Reabsorption of Glucose  .

[1]. Glucose is completely reabsorbed in the proximal convoluted tubule. It is transported by secondary active transport (sodium cotransport) mechanism. 
[2]. Glucose and sodium bind to a common carrier protein in the luminal membrane of tubular epithelium and enter the cell. 
[3]. The carrier protein is called sodium-dependent glucose cotransporter 2 (SGLT2). 
[4]. From tubular cell glucose is transported into medullary interstitium by another carrier protein called glucose transporter 2 (GLUT2). 

Tubular maximum for glucose (Tm-G) .

In adult male, Tm-G is 375 mg/minute and in adult females it about 300 mg/minute. 

Renal threshold for glucose .

[1]. Renal threshold for glucose is 180 mg/dL in venous blood. 
[2]. When the blood level reaches 180 mg/dL glucose is not reabsorbed completely and appears in urine. 

Splay .

[1]. Splay means deviation.
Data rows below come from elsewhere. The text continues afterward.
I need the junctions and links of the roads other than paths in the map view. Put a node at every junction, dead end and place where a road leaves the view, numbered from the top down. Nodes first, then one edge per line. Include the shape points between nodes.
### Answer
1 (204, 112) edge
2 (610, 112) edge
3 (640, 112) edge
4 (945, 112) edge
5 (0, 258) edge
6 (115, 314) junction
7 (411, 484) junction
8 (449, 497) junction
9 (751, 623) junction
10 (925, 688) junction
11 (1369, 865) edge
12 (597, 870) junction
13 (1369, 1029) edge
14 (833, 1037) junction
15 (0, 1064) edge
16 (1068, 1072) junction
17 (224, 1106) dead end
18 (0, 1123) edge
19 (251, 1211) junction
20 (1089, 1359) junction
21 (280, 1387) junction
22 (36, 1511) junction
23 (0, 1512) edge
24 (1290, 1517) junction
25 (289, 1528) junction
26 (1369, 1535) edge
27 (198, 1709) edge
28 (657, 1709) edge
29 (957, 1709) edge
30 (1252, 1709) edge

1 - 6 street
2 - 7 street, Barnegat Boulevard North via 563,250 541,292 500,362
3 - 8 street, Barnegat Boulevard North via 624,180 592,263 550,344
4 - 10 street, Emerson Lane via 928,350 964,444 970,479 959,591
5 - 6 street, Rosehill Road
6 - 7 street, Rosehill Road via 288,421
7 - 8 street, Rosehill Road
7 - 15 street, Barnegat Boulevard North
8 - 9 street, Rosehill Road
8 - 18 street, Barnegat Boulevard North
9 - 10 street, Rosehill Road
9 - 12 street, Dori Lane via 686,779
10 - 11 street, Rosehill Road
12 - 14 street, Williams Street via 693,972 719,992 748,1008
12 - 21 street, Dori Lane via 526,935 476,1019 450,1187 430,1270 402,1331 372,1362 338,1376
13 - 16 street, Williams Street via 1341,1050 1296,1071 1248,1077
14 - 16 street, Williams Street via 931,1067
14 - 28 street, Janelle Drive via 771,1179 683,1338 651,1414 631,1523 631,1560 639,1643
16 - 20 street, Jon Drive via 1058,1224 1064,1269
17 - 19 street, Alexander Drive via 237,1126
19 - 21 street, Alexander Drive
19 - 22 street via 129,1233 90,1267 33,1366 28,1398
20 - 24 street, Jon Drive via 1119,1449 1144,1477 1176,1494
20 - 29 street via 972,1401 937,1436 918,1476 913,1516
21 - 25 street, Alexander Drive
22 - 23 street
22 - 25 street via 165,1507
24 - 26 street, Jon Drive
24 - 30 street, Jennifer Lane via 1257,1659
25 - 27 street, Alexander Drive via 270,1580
With normal GFR of 125 mL/ minute and Tm-G of 375 mg/minute in an adult male the predicted (expected) renal threshold for glucose should be 300 mg/dL. But actually it is only 180 mg/dL. 
[2]. When the renal threshold curves are drawn by using these values, the actual curve deviates from the ‘should be’ or predicted or ideal curve . This type of deviation is called splay. 
[3]. Splay is because of the fact that all the nephrons do not have the same filtering and reabsorbing capacities. 

Reabsorption of Amino Acids .

[1]. Amino acids are also reabsorbed completely in proximal convoluted tubule. 
[2]. Amino acids are reabsorbed actively by the secondary active transport mechanism along with sodium. 

Reabsorption of Bicarbonates .

[1]. Bicarbonate is reabsorbed actively, mostly in proximal tubule . It is reabsorbed in the form of carbon dioxide. 
[2]. Bicarbonate is mostly present as sodium bicarbonate in the filtrate. 
[3]. Sodium bicarbonate dissociates into sodium and bicarbonate ions in the tubular lumen. 
[4]. Sodium diffuses into tubular cell in exchange of hydrogen. 
[5]. Bicarbonate combines with hydrogen to form carbonic acid. 
[6]. Carbonic acid dissociates into carbon dioxide and water in the presence of carbonic anhydrase. Carbon dioxide and water enter the tubular cell. 
[7]. In the tubular cells, carbon dioxide combines with water to form carbonic acid. It immediately dissociates into hydrogen and bicarbonate. 
[8]. Bicarbonate from the tubular cell enters the interstitium. There it combines with sodium to form sodium bicarbonate .

Tubular secretion 

[1]. Tubular secretion is the process by which the substances are transported from blood into renal tubules. It is also called tubular excretion. 
[2]. In addition to reabsorption from renal tubules, some substances are also secreted into the lumen from the peritubular capillaries through the tubular epithelial cells. 
[3]. Dye phenol red was the first substance found to be secreted in renal tubules in experimental conditions. Later many other substances were found to be secreted . 
[4]. Such substances are: 
1. Para­-aminohippuric acid (PAH) .
2. Diodrast .
3. 5­hydroxyindoleacetic acid (5­HIAA) .
4. Amino derivatives 5. Penicillin.

Substances Secreted in different Segments of Renal Tubules .

[1] . Potassium is secreted actively by sodium­-potassium pump in proximal and distal convoluted tubules and collecting ducts .
[2] . Ammonia is secreted in the proximal convoluted tubule .
[3] . Hydrogen ions are secreted in the proximal and distal convoluted tubules. Maximum hydrogen ion secretion occurs in proximal tubule 
[4] . Urea is secreted in loop of Henle. 
Thus, urine is formed in nephron by the processes of glomerular filtration, selective reabsorption and tubular secretion.